Tisch College Summer Fellows get a taste for working in the nonprofit and government sectors

"You have to turn your phone off. It's a security thing." Josh Golding, A17, apologizes to this reporter as he enters a corridor in the Pentagon, where he is the Russian Threat Assessment Fellow for the Department of Defense.

Golding was one of 83 Tufts students selected for this year's Tisch Summer Fellows program. They work full-time for 10 weeks doing jobs with a focus on public interest in a range of government offices, nonprofits, and advocacy organizations in and around Washington, D.C., New York, and Boston and receive a stipend of approximately $4,000. Students can also pursue international projects, working on issues related to health, education, and the environment in places such as Ghana and Malaysia.

The demand for these kinds of real-life experiences working for the public good is increasing as more students look for ways to road test potential careers and expand their skill sets. The Tisch Summer Fellows program—which supported 83 fellows in 2016, up from 46 in 2015—is growing, but landing one of these highly coveted summer work experiences has become increasingly competitive. The stipends are funded by alumni and others, and the Tisch College of Civic Life at Tufts also relies on them to identify sites for summer placements.

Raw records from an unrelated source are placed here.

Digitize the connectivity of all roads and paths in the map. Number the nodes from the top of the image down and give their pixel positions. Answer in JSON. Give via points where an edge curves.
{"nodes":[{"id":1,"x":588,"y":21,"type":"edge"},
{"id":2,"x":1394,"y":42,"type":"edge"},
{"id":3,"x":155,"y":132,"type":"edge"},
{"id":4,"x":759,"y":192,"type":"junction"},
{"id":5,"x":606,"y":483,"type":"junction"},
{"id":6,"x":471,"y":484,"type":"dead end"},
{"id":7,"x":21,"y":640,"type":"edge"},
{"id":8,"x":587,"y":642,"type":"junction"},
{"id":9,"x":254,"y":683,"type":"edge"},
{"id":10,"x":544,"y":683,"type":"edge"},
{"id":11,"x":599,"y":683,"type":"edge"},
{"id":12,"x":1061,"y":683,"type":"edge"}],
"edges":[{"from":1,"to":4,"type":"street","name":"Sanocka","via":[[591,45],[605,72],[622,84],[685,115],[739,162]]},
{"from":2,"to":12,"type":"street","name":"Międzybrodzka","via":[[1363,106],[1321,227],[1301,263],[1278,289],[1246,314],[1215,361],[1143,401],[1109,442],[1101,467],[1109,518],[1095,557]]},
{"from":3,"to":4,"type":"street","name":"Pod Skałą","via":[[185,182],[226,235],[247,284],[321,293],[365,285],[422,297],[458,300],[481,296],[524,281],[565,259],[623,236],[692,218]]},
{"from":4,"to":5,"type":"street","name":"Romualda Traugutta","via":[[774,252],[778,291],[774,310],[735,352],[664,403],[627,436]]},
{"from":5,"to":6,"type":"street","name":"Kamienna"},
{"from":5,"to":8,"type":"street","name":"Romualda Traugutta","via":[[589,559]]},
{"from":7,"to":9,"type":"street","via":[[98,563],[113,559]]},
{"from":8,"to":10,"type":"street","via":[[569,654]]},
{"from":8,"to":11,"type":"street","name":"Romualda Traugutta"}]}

"Our goals are for students to consider their own civic identity, connect their coursework to real-world experience, and understand communities different from their own, all while exploring potential career paths," says Maggie McMorrow, a program coordinator associate at Tisch College. "Whether they were on Capitol Hill, at the Pentagon, in the Massachusetts State House, or at community nonprofits, our fellows were learning while making a difference."

Golding, an international relations major with a concentration in security studies, found that his summer internship at the Office of the Secretary of Defense in the Cost Assessment Evaluation (CAPE) program dovetailed nicely with his classroom studies—he interviewed military officers and Department of Defense analysts as part of a project to develop Pentagon spending priorities.

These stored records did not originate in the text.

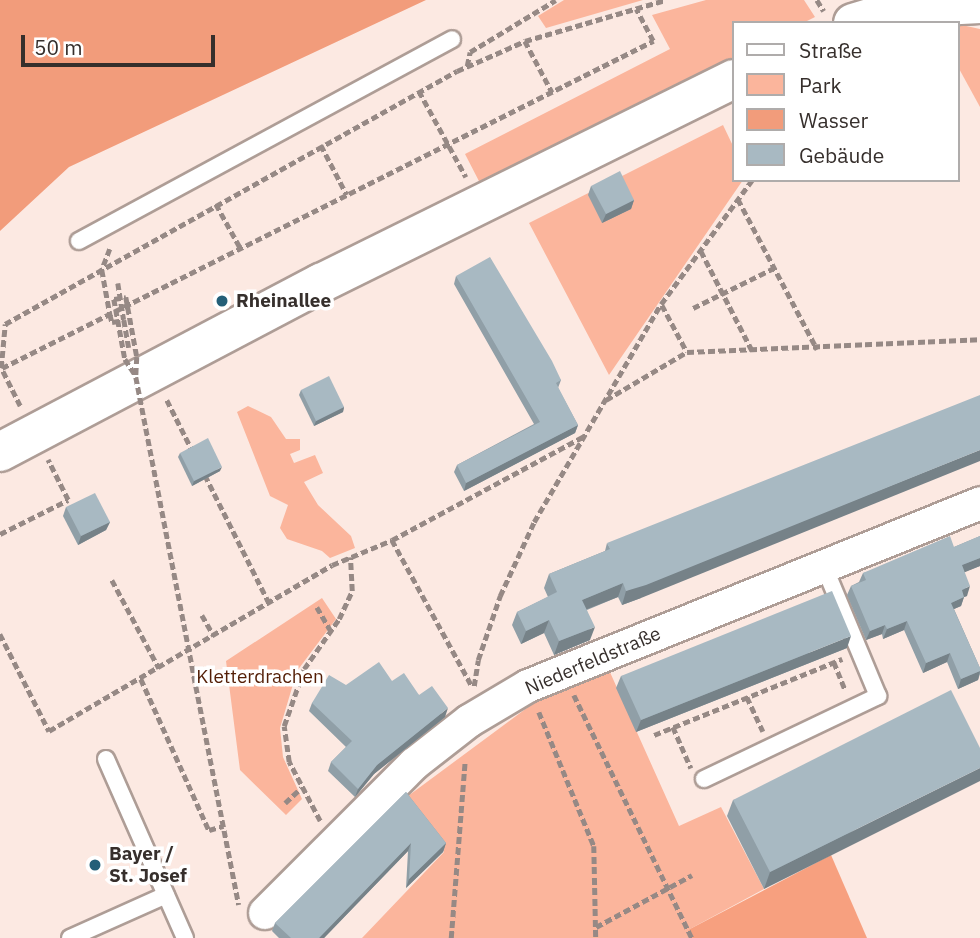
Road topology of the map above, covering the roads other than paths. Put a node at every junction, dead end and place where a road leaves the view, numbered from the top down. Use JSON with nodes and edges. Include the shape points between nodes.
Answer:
{"nodes":[{"id":1,"x":975,"y":9,"type":"edge"},
{"id":2,"x":860,"y":21,"type":"edge"},
{"id":3,"x":452,"y":39,"type":"dead end"},
{"id":4,"x":732,"y":79,"type":"edge"},
{"id":5,"x":79,"y":241,"type":"dead end"},
{"id":6,"x":0,"y":452,"type":"edge"},
{"id":7,"x":980,"y":503,"type":"edge"},
{"id":8,"x":824,"y":566,"type":"junction"},
{"id":9,"x":106,"y":759,"type":"dead end"},
{"id":10,"x":704,"y":779,"type":"road end"},
{"id":11,"x":166,"y":895,"type":"junction"},
{"id":12,"x":253,"y":914,"type":"road end"},
{"id":13,"x":70,"y":938,"type":"edge"},
{"id":14,"x":185,"y":938,"type":"edge"}],
"edges":[{"from":1,"to":2,"type":"main road","via":[[903,8]]},
{"from":3,"to":5,"type":"lane"},
{"from":4,"to":6,"type":"main road","via":[[309,289]]},
{"from":7,"to":8,"type":"street","name":"Niederfeldstraße"},
{"from":8,"to":10,"type":"lane","via":[[878,695]]},
{"from":8,"to":12,"type":"street","name":"Niederfeldstraße","via":[[528,686],[469,721],[414,765]]},
{"from":9,"to":11,"type":"lane"},
{"from":11,"to":13,"type":"lane"},
{"from":11,"to":14,"type":"lane"}]}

His desk is strewn with reports with titles such as "Reinforcing Deterrence on NATO's Eastern Flank." The military focus comes naturally for Golding, who remembers watching reruns of the TV series Black Sheep Squadron, about a World War II squadron, with his grandfather, who was an Army combat engineer in the war. By the end of elementary school, he was reading books from his grandfather's library like Guests of the Ayatollah: The First Battle in America's War with Militant Islam.

"Being able to sit down and talk to the people who make decisions, seeing recommendations being made at a pretty high level, and realizing I've reached the same ones myself is a good feeling," Golding says. His earnest demeanor cracks just a bit as he describes his hallway encounter with Secretary of Defense Ash Carter. "I've always kind of dreamt of being exposed to this," he says, grinning.